In its first formal investigation since launching in 2013, the Groceries Code Adjudicator (GCA) said it had "reasonable suspicion" that Tesco had breached the UK industry's code of practice. The code covers a number of measures relating to how suppliers are paid.
The investigation into Tesco will probe allegations that it delayed payments to suppliers and demanded payments from businesses for more prominent positioning of their products within stores.
Tesco became embroiled in an accounting scandal last September after new boss Dave Lewis uncovered irregularities into how it booked revenues relating to deals from suppliers. Tesco eventually announced it had a £263m shortfall in its profits.
The GCA said it had launched the investigation after receiving information "relating to practices associated with the profit over-statement announced by the retailer".

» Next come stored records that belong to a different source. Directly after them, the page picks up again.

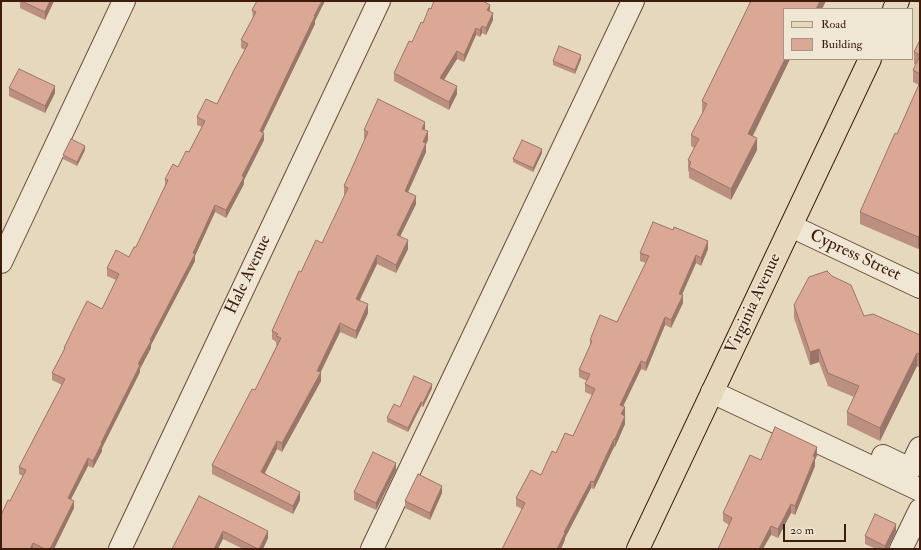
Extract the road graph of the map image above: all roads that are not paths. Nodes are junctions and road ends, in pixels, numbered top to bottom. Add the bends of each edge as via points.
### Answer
1 (124, 1) edge
2 (379, 1) edge
3 (633, 1) edge
4 (870, 60) edge
5 (791, 226) junction
6 (1, 262) edge
7 (920, 287) edge
8 (712, 392) junction
9 (920, 448) edge
10 (846, 454) junction
11 (920, 490) edge
12 (920, 510) edge
13 (120, 549) edge
14 (372, 549) edge
15 (638, 549) edge
16 (901, 549) edge

1 - 6 street
2 - 13 street, Hale Avenue
3 - 14 street
4 - 5 main road, Virginia Avenue
5 - 7 street, Cypress Street
5 - 8 main road, Virginia Avenue
8 - 10 street
8 - 15 main road, Virginia Avenue
9 - 10 street via 910,469 875,452 861,449
10 - 11 street
12 - 16 street

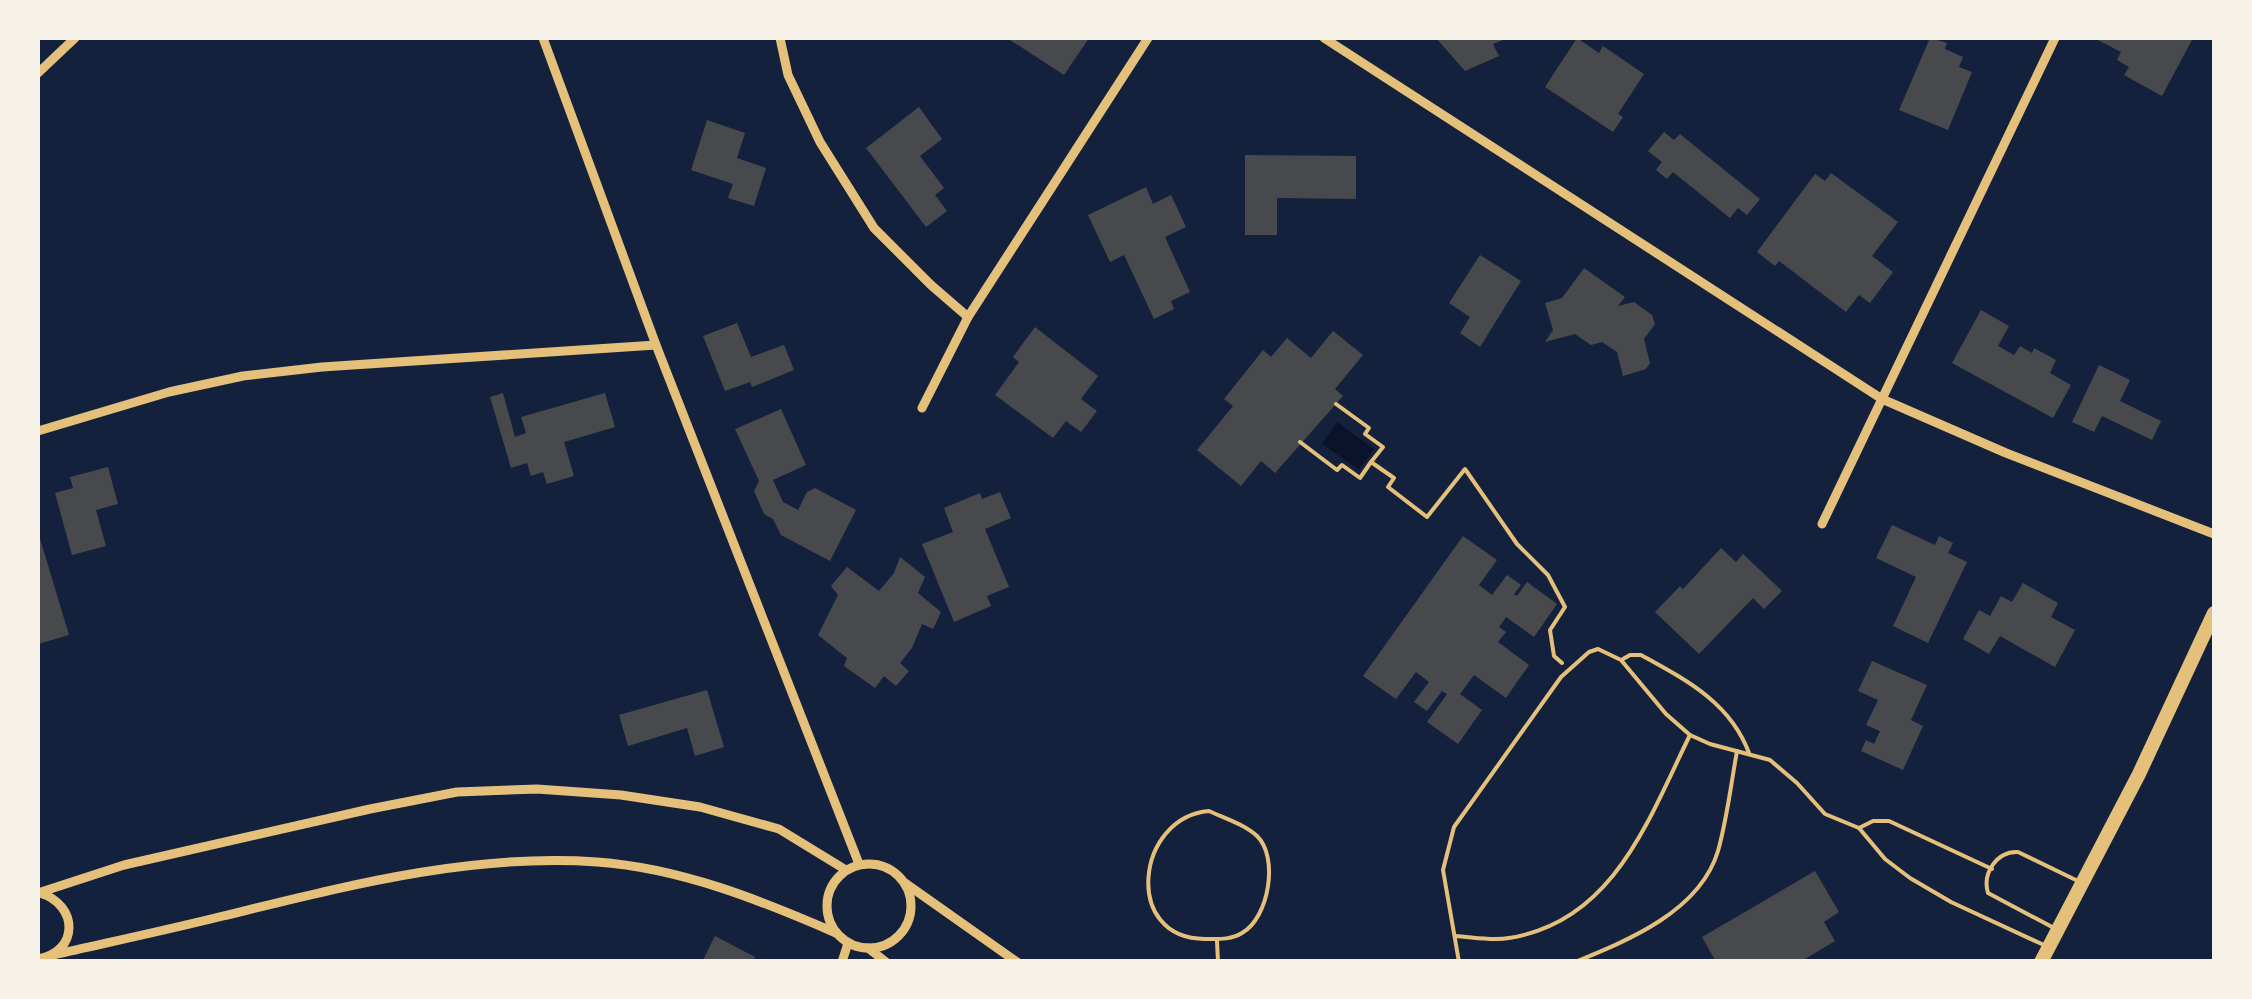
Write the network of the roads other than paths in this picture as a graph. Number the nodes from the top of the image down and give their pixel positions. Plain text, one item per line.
1 (75, 38) edge
2 (543, 38) edge
3 (780, 38) edge
4 (1148, 38) edge
5 (1324, 38) edge
6 (2056, 38) edge
7 (38, 73) edge
8 (968, 317) junction
9 (656, 345) junction
10 (1882, 399) junction
11 (922, 408) dead end
12 (38, 431) edge
13 (1822, 524) dead end
14 (2214, 534) edge
15 (2214, 613) edge
16 (1622, 660) junction
17 (1690, 735) junction
18 (1737, 752) junction
19 (1749, 753) junction
20 (1859, 828) junction
21 (859, 864) junction
22 (1992, 869) junction
23 (846, 870) junction
24 (905, 883) junction
25 (2083, 883) junction
26 (38, 893) edge
27 (2058, 930) junction
28 (836, 934) junction
29 (1455, 936) junction
30 (1217, 939) junction
31 (848, 943) junction
32 (2050, 947) junction
33 (868, 948) junction
34 (44, 958) edge
35 (842, 962) edge
36 (886, 962) edge
37 (1017, 962) edge
38 (1218, 962) edge
39 (1459, 962) edge
40 (1575, 962) edge
41 (2041, 962) edge

1 - 7 street
2 - 9 street
3 - 8 street
4 - 8 street
5 - 10 street
6 - 10 street
8 - 11 street
9 - 12 street
9 - 21 street
10 - 13 street
10 - 14 street
15 - 25 main road
16 - 17 lane
16 - 19 lane
16 - 29 lane
17 - 18 lane
17 - 29 lane
18 - 19 lane
18 - 40 lane
19 - 20 lane
20 - 22 lane
20 - 32 lane
21 - 23 street
21 - 24 street
22 - 25 lane
22 - 27 lane
23 - 26 street
23 - 28 street
24 - 33 street
24 - 37 street
25 - 27 main road
26 - 34 street
27 - 32 main road
28 - 31 street
28 - 34 street
29 - 39 lane
30 - 30 lane
30 - 38 lane
31 - 33 street
31 - 35 street
32 - 41 main road
33 - 36 street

Phil Orford, chief executive of the Forum of Private Business, which represents Tesco suppliers, said: "This is yet another example of the supply chain abuse that threatens to break the backbone of the British economy - small businesses."
The GCA does not yet have the power to fine companies, but it can name and shame businesses found to be in breach of the code and issue recommendations to guilty parties.
Christine Tacon, the adjudicator, said the launch of the body's first investigation was a "significant step".
She said: "I have taken this decision after careful consideration of all the information."